■ **What is being asked**:
Would you please copy every line from the records that contains the word "highway"?

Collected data
- - - -

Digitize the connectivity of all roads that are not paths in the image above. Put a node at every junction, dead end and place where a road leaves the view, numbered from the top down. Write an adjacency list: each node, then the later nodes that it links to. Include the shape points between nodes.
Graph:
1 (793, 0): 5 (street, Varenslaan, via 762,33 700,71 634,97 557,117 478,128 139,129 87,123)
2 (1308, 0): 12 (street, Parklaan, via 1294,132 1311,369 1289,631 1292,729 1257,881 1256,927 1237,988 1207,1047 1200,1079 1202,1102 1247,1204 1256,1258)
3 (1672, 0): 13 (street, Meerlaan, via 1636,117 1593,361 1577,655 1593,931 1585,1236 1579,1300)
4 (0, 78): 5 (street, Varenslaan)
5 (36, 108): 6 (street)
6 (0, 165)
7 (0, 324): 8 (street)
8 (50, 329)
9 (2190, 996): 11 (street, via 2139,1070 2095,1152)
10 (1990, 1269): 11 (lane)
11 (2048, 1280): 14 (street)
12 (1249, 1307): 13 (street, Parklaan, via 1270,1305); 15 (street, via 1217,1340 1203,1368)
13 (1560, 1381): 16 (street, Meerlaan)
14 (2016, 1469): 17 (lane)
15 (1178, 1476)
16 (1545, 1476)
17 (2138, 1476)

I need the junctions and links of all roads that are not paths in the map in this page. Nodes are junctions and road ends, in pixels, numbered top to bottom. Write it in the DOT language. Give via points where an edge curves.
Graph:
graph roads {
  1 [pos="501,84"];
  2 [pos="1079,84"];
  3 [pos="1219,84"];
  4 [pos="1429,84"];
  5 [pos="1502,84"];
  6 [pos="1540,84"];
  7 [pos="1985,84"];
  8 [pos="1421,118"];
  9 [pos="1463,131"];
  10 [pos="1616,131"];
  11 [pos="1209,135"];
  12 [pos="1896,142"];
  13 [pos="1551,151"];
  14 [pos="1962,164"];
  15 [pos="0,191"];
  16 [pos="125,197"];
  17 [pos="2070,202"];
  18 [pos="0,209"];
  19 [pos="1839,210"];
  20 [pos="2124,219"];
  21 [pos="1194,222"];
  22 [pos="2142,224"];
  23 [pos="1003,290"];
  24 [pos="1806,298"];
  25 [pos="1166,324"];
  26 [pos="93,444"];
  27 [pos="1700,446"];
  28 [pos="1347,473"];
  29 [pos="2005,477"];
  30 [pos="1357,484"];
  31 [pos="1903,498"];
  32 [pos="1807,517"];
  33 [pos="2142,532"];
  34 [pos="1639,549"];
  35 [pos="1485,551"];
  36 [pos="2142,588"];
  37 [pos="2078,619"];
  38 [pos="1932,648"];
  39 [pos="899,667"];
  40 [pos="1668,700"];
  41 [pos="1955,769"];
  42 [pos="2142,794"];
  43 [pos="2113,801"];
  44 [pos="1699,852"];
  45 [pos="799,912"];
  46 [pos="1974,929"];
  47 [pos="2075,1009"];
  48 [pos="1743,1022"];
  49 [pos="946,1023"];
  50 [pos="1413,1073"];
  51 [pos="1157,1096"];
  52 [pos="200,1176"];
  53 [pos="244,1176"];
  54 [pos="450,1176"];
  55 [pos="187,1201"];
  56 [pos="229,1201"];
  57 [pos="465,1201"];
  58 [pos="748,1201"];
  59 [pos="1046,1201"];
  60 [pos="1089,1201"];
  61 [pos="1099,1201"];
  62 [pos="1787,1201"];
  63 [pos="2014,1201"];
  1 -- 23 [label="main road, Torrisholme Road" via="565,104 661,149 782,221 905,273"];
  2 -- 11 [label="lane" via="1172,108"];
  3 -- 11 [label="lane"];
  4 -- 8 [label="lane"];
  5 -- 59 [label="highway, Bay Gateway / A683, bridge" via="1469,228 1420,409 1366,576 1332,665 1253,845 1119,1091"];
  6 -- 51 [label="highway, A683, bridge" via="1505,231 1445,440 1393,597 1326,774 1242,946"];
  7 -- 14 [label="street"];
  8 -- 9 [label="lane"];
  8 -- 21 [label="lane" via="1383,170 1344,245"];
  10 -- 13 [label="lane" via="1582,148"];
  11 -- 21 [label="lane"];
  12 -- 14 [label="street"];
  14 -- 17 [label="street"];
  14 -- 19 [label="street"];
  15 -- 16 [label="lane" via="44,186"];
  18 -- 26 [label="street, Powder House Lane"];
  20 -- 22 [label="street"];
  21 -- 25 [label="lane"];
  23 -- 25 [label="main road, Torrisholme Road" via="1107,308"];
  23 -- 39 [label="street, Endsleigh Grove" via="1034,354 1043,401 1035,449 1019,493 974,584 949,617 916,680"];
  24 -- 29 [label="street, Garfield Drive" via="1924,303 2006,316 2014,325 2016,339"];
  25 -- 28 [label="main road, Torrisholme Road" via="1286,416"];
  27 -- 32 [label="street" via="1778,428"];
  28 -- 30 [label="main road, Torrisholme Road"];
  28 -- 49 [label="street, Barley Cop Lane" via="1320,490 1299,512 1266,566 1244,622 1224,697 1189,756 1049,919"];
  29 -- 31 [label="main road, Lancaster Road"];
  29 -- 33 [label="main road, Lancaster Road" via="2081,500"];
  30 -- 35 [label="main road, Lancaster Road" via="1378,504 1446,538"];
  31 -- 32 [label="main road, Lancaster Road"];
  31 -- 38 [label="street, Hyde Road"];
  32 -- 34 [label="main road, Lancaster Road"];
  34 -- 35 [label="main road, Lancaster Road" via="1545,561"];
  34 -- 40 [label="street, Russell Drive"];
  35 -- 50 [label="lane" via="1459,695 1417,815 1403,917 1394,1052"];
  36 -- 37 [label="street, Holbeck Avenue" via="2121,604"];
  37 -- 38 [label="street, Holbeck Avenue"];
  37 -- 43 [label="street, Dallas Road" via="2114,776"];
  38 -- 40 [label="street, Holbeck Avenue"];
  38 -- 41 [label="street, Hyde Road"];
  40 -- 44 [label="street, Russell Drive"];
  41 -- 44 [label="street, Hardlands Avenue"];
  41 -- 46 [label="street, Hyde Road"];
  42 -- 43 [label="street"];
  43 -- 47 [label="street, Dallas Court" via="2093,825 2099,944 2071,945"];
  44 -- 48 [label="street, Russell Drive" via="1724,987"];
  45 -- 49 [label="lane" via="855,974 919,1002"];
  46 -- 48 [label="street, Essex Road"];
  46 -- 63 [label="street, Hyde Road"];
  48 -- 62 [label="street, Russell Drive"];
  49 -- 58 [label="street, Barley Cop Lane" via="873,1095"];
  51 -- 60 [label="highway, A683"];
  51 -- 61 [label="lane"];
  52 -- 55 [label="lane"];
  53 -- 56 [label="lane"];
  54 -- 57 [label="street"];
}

- - - -

■ **Answer to the exercise**:
  5 -- 59 [label="highway, Bay Gateway / A683, bridge" via="1469,228 1420,409 1366,576 1332,665 1253,845 1119,1091"];
  6 -- 51 [label="highway, A683, bridge" via="1505,231 1445,440 1393,597 1326,774 1242,946"];
  51 -- 60 [label="highway, A683"];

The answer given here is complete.